Haïti : dans Cité Soleil, les femmes piégées entre violence et pauvreté

Brooklyn - Cité Soleil
Brooklyn, quartier de Cité Soleil, à Port-au-Prince, l'une des zones les plus vulnérables d'Haïti.  © Quentin Bruno Vanbergen/MSF

Dans le plus grand bidonville de la capitale Port-au-Prince, les femmes luttent pour survivre. Seules les équipes de Médecins Sans Frontières (MSF) fournissent des soins gratuits à la population de ce quartier ravagé par la violence.

« Avant, j’arrivais à vendre quelques produits, raconte Geralda, habitante de Cité Soleil et mère de six enfants. Depuis les violences, j’ai dû abandonner mon commerce, je n'ai plus rien pour vivre. J’ai envoyé mes enfants chez leurs grands-parents et je suis restée seule ici avec mon bébé. » 

Depuis 2022, Cité Soleil est le théâtre de violents affrontements entre groupes armés rivaux. Pendant plusieurs années, le quartier de Brooklyn, contrôlé par l'un de ces groupes, est resté encerclé par les combats. Ses habitants vivaient sous la menace constante des tirs croisés et ne pouvaient circuler librement sans risquer leur vie.

En février 2024, les groupes ont cessé les hostilités et levé certains barrages. Cependant, la violence extrême persiste dans la zone. Meurtres, agressions, enlèvements, violences sexuelles, restrictions de mouvement et destructions rythment toujours le quotidien des quelque 300 000 résidents du bidonville.

En 2024, les équipes MSF ont pris en charge 4 463 victimes de violences sexuelles à Port-au-Prince. « Les femmes souffrent encore plus ici : nous n’osons pas sortir de chez nous, nous vivons dans la peur », poursuit Géralda.

Depuis juillet 2022, MSF est la seule organisation humanitaire présente quotidiennement à Brooklyn. Les équipes y soutiennent le Centre de santé Sainte-Marie et orientent également les survivantes de violences sexuelles vers l'hôpital MSF de Cité Soleil.

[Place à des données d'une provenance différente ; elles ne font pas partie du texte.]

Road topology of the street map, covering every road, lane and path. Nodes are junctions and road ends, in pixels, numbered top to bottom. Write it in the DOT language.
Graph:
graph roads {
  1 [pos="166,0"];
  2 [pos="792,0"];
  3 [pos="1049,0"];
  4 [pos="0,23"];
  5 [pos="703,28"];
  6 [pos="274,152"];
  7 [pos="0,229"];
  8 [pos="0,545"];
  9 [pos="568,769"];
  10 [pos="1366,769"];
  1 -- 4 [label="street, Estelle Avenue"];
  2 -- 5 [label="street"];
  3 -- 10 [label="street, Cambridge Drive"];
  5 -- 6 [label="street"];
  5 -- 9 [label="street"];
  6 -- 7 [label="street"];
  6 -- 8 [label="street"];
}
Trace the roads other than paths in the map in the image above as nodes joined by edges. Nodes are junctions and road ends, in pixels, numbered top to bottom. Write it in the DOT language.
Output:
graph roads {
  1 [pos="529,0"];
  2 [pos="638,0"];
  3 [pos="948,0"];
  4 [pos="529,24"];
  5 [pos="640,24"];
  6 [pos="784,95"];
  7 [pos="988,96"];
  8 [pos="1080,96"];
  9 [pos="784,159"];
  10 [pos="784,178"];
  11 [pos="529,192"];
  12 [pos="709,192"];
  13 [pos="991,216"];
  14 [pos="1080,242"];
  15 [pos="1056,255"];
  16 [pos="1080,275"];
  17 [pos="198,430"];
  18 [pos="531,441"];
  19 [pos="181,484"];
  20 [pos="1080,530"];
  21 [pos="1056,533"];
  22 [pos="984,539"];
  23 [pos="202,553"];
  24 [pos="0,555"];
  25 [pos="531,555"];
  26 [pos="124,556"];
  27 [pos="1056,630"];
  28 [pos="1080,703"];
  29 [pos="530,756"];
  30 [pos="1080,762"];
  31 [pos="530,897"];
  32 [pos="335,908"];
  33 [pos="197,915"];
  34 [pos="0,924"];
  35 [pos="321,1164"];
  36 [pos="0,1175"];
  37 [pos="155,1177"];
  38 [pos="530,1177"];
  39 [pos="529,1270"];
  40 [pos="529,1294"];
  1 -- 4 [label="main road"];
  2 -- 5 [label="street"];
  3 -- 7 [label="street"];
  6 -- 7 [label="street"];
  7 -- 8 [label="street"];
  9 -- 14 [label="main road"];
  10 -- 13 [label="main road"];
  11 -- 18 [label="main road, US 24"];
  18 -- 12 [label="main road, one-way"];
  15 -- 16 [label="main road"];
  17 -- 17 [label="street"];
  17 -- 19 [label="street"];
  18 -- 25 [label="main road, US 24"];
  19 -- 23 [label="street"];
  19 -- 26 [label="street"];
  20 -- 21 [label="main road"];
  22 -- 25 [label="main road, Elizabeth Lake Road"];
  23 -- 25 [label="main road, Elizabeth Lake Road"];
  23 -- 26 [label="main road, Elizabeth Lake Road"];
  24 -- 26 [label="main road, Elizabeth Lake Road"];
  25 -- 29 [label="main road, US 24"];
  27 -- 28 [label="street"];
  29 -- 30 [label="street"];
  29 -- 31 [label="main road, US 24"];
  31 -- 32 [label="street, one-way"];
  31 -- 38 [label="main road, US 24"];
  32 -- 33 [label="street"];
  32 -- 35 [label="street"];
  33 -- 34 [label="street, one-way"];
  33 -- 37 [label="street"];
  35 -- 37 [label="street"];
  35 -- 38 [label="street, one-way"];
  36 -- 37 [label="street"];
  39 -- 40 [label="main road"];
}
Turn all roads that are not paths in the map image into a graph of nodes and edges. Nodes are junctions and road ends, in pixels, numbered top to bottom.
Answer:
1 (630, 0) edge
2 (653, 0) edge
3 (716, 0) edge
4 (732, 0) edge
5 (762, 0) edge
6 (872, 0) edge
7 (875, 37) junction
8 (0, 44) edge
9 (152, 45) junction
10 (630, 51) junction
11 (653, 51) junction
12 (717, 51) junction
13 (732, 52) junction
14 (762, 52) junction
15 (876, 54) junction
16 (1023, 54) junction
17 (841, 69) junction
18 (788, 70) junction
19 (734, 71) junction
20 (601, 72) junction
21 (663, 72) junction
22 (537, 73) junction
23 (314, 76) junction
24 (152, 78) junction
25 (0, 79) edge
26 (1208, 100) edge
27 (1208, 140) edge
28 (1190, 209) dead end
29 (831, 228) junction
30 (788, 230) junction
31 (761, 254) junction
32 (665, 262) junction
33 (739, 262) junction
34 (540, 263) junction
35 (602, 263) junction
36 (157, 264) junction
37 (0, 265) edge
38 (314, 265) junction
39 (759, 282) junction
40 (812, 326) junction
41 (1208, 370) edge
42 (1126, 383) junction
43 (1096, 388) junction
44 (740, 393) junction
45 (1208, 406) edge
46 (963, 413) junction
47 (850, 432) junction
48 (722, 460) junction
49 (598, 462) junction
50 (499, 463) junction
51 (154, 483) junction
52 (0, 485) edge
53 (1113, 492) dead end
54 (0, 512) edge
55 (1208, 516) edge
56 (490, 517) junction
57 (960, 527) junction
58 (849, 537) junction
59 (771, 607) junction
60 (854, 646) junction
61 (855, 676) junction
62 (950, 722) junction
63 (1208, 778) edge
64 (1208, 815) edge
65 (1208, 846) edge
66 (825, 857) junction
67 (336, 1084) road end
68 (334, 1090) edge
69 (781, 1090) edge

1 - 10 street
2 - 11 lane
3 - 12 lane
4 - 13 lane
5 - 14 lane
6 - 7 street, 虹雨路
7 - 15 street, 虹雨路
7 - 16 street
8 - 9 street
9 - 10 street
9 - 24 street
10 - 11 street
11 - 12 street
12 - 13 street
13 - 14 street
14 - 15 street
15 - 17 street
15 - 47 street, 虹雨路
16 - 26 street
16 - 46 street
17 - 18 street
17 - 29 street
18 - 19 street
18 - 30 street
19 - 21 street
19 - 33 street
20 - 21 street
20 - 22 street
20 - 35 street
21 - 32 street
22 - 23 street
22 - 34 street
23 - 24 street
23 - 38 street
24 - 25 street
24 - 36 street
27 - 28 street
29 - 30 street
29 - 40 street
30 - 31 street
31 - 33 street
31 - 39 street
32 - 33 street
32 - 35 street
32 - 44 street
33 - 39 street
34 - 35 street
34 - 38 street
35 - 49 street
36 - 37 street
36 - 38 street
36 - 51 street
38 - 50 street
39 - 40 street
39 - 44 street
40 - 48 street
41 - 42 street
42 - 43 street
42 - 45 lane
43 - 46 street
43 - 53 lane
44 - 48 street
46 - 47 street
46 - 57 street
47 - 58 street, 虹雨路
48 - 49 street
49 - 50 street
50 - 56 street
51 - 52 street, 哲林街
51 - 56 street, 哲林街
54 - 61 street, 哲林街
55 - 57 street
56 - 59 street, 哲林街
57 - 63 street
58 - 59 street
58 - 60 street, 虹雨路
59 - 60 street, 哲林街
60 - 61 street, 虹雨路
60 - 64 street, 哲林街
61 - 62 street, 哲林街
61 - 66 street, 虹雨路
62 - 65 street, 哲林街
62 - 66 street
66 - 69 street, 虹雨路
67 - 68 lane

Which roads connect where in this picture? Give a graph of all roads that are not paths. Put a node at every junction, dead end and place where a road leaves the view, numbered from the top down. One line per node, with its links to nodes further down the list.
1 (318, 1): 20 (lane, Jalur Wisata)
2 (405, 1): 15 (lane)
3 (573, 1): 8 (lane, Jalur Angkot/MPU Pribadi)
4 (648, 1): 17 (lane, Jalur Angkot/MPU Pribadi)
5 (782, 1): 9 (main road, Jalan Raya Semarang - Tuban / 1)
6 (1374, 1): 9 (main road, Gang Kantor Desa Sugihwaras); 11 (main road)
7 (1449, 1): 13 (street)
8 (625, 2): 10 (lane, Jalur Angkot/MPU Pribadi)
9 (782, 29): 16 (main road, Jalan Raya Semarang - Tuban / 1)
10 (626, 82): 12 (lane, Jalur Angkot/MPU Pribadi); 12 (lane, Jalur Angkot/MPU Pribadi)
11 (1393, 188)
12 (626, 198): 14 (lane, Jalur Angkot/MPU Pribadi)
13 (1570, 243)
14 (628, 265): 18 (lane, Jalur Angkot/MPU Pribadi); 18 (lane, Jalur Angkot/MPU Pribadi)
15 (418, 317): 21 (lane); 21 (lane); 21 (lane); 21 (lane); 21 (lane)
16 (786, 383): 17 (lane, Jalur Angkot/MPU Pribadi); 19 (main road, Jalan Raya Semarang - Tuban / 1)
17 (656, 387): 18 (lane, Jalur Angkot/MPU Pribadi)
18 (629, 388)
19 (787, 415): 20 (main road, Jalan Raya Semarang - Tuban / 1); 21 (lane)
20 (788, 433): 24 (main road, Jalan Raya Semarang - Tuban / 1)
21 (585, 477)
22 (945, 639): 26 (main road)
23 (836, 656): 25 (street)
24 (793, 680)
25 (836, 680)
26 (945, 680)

En Haïti, plus de la moitié de la population vit avec moins de 3,74 dollars par jour, rendant l'accès aux soins privés impossible. A Port-au-Prince, les hôpitaux sont attaqués et pillés, plongeant le système de santé dans une crise profonde. Le seul hôpital public encore opérationnel de la capitale est confronté à des pénuries de produits essentiels ainsi qu’à un manque de lits et de capacité chirurgicale.

En 2024, plus de 11 000 consultations ont été réalisées dans l'hôpital MSF de Cité Soleil, dont 2 700 pour des enfants de moins de cinq ans.

« Parfois, nous buvons de l'eau salée ce qui provoque des problèmes de santé, » témoigne la mère de famille. Abandonnée par les services publics depuis 2004 en raison de l’insécurité croissante, Cité Soleil manque d’eau potable et d'infrastructures d’assainissement. Faute de structures sanitaires adéquates, les habitants sont contraints de boire de l'eau non potable et de faire leurs besoins en plein air. « Nous n’avons pas d’autre choix, » explique Alcélia, mère de cinq enfants, vivant avec dix autres personnes sous un abri en tôle, dans le quartier Brooklyn.

Les pluies torrentielles propagent des eaux contaminées, favorisant les épidémies de choléra, les maladies de la peau et les infections urinaires. « L'eau nous donne des tâches sur la peau et mon bébé tombe souvent malade, » confie Cherlyne, mère célibataire de cinq enfants, obligée de mendier pour les nourrir. 

La saison des pluies prévue en mai menace d'aggraver la situation : les systèmes d’assainissement risquent de déborder et l’accès à Brooklyn, relié à la capitale par une seule route jonchée de déchets et d’eau stagnante, pourrait devenir encore plus compliqué.

Le Dr Odans El Mondo, médecin MSF, exerce dans l’unique centre de santé du quartier : « Imaginez une communauté sans aucun hôpital fonctionnel. Lorsqu’il y a des affrontements, nous devons nous transformer en salle d’urgence. Les besoins sont immenses, et la population n’a nulle part ailleurs où aller », témoigne le médecin.